> [Prompt]
Below are some entries. Copy each line that holds the string "Drive".

> [Exercise material]
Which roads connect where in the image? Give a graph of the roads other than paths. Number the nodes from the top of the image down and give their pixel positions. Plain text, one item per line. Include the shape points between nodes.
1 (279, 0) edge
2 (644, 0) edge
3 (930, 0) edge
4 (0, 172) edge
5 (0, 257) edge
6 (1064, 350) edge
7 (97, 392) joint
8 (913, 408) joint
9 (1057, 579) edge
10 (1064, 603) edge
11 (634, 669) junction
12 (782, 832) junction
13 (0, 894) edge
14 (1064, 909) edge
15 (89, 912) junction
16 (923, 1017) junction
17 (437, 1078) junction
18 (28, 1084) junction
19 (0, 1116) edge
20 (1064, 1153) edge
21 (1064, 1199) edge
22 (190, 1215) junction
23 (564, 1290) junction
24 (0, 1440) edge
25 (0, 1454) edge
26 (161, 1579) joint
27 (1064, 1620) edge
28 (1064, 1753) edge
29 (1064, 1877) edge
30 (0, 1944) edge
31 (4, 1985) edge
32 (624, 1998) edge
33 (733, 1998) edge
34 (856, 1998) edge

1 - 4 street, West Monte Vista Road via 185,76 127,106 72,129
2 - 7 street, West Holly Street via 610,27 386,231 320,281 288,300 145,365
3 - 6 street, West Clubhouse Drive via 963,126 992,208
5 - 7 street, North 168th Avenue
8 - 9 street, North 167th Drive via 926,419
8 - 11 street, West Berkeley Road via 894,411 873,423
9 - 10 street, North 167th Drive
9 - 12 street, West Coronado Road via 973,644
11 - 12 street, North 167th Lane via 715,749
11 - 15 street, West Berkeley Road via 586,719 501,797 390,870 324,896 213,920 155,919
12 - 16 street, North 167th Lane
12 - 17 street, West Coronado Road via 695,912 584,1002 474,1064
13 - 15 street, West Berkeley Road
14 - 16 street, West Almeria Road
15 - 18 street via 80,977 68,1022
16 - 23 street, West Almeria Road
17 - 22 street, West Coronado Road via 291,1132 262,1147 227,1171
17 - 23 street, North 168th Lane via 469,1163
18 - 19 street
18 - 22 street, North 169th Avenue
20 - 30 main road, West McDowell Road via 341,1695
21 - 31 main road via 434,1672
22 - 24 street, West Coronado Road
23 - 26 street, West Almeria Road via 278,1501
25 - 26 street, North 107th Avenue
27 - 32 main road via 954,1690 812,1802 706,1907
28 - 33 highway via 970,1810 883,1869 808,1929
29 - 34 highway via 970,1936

> [Task output]
3 - 6 street, West Clubhouse Drive via 963,126 992,208
8 - 9 street, North 167th Drive via 926,419
9 - 10 street, North 167th Drive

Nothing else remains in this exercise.